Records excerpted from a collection
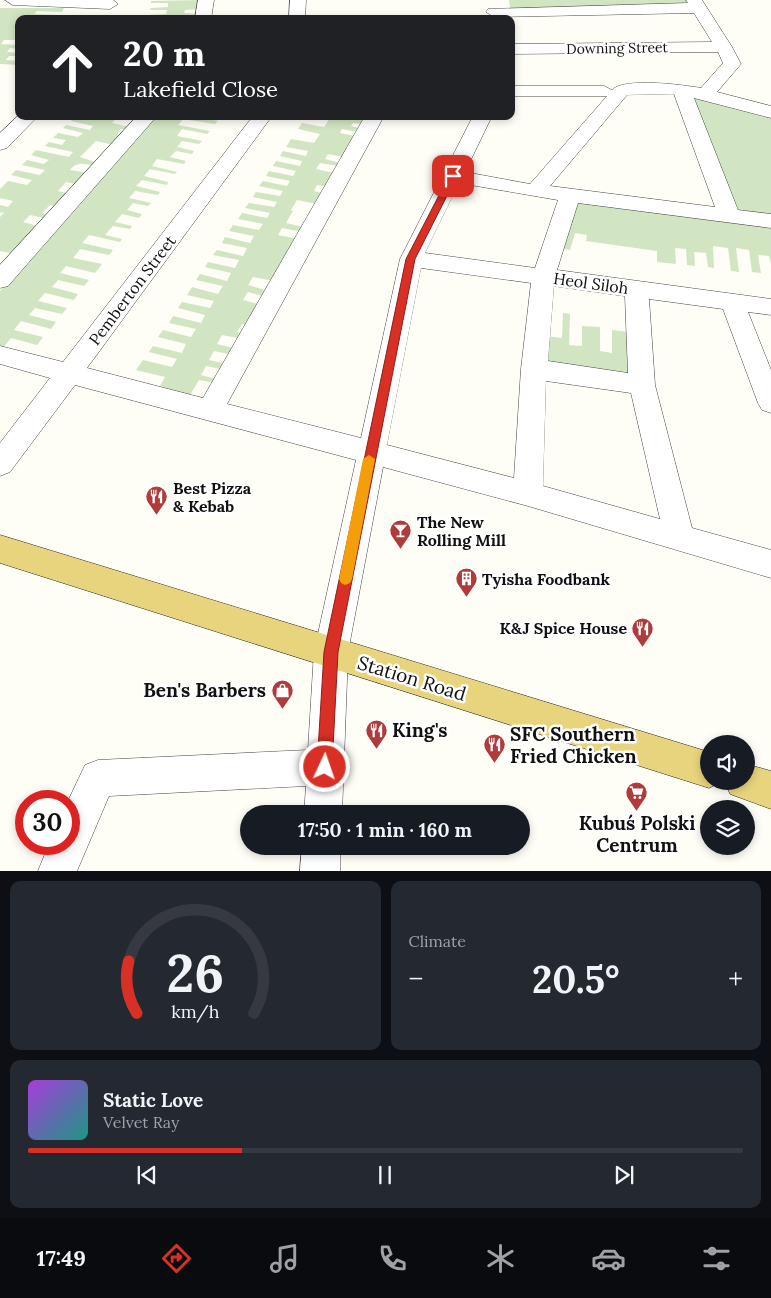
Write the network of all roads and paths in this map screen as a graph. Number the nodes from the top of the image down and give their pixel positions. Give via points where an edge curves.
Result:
1 (13, 0) edge
2 (206, 0) edge
3 (298, 0) edge
4 (110, 2) edge
5 (696, 4) edge
6 (494, 10) edge
7 (105, 15) edge
8 (204, 15) edge
9 (297, 15) edge
10 (724, 47) junction
11 (515, 49) edge
12 (682, 90) junction
13 (515, 91) edge
14 (604, 91) dead end
15 (705, 94) junction
16 (771, 112) edge
17 (25, 120) edge
18 (144, 120) edge
19 (260, 120) edge
20 (373, 120) edge
21 (481, 120) edge
22 (0, 144) edge
23 (453, 176) junction
24 (535, 191) junction
25 (570, 195) junction
26 (729, 215) junction
27 (771, 221) edge
28 (411, 259) junction
29 (543, 276) junction
30 (0, 280) edge
31 (636, 289) junction
32 (732, 302) junction
33 (771, 307) edge
34 (0, 355) edge
35 (534, 369) junction
36 (69, 373) junction
37 (642, 385) junction
38 (771, 403) edge
39 (210, 410) junction
40 (370, 454) junction
41 (0, 464) edge
42 (528, 494) junction
43 (679, 537) junction
44 (0, 549) edge
45 (771, 564) edge
46 (331, 652) junction
47 (325, 767) junction
48 (700, 767) edge
49 (755, 785) edge
50 (771, 790) edge
51 (323, 805) edge
52 (321, 855) edge
53 (57, 870) edge
54 (320, 870) edge

1 - 4 street
2 - 8 street
3 - 9 street
4 - 7 street
5 - 6 street
5 - 10 street
10 - 11 street, Downing Street
10 - 15 street via 732,64
12 - 15 street
12 - 24 street via 622,90
12 - 26 street
13 - 14 street
15 - 16 street
17 - 22 street
18 - 30 street
19 - 36 street, Pemberton Street
20 - 39 street
21 - 23 street
23 - 24 street
23 - 28 street
24 - 25 street
25 - 26 street
25 - 29 street
26 - 27 street
28 - 29 street, Heol Siloh
28 - 40 street
29 - 31 street, Heol Siloh
29 - 35 street
31 - 32 street, Heol Siloh
31 - 37 street
32 - 33 street, Heol Siloh
32 - 38 street
34 - 36 street
35 - 37 street
35 - 42 street
36 - 39 street
36 - 41 street, Pemberton Street
37 - 43 street
39 - 40 street
40 - 42 street
40 - 46 street
42 - 43 street
43 - 45 street
44 - 46 main road, Station Road
46 - 47 street
46 - 48 main road, Station Road
47 - 51 street
47 - 53 street via 98,778
49 - 50 main road
52 - 54 street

■ **Task objective**
Above are the records; return them exactly, minus the pictures.

■ **The answer**
Write the network of all roads and paths in this map screen as a graph. Number the nodes from the top of the image down and give their pixel positions. Give via points where an edge curves.
Result:
1 (13, 0) edge
2 (206, 0) edge
3 (298, 0) edge
4 (110, 2) edge
5 (696, 4) edge
6 (494, 10) edge
7 (105, 15) edge
8 (204, 15) edge
9 (297, 15) edge
10 (724, 47) junction
11 (515, 49) edge
12 (682, 90) junction
13 (515, 91) edge
14 (604, 91) dead end
15 (705, 94) junction
16 (771, 112) edge
17 (25, 120) edge
18 (144, 120) edge
19 (260, 120) edge
20 (373, 120) edge
21 (481, 120) edge
22 (0, 144) edge
23 (453, 176) junction
24 (535, 191) junction
25 (570, 195) junction
26 (729, 215) junction
27 (771, 221) edge
28 (411, 259) junction
29 (543, 276) junction
30 (0, 280) edge
31 (636, 289) junction
32 (732, 302) junction
33 (771, 307) edge
34 (0, 355) edge
35 (534, 369) junction
36 (69, 373) junction
37 (642, 385) junction
38 (771, 403) edge
39 (210, 410) junction
40 (370, 454) junction
41 (0, 464) edge
42 (528, 494) junction
43 (679, 537) junction
44 (0, 549) edge
45 (771, 564) edge
46 (331, 652) junction
47 (325, 767) junction
48 (700, 767) edge
49 (755, 785) edge
50 (771, 790) edge
51 (323, 805) edge
52 (321, 855) edge
53 (57, 870) edge
54 (320, 870) edge

1 - 4 street
2 - 8 street
3 - 9 street
4 - 7 street
5 - 6 street
5 - 10 street
10 - 11 street, Downing Street
10 - 15 street via 732,64
12 - 15 street
12 - 24 street via 622,90
12 - 26 street
13 - 14 street
15 - 16 street
17 - 22 street
18 - 30 street
19 - 36 street, Pemberton Street
20 - 39 street
21 - 23 street
23 - 24 street
23 - 28 street
24 - 25 street
25 - 26 street
25 - 29 street
26 - 27 street
28 - 29 street, Heol Siloh
28 - 40 street
29 - 31 street, Heol Siloh
29 - 35 street
31 - 32 street, Heol Siloh
31 - 37 street
32 - 33 street, Heol Siloh
32 - 38 street
34 - 36 street
35 - 37 street
35 - 42 street
36 - 39 street
36 - 41 street, Pemberton Street
37 - 43 street
39 - 40 street
40 - 42 street
40 - 46 street
42 - 43 street
43 - 45 street
44 - 46 main road, Station Road
46 - 47 street
46 - 48 main road, Station Road
47 - 51 street
47 - 53 street via 98,778
49 - 50 main road
52 - 54 street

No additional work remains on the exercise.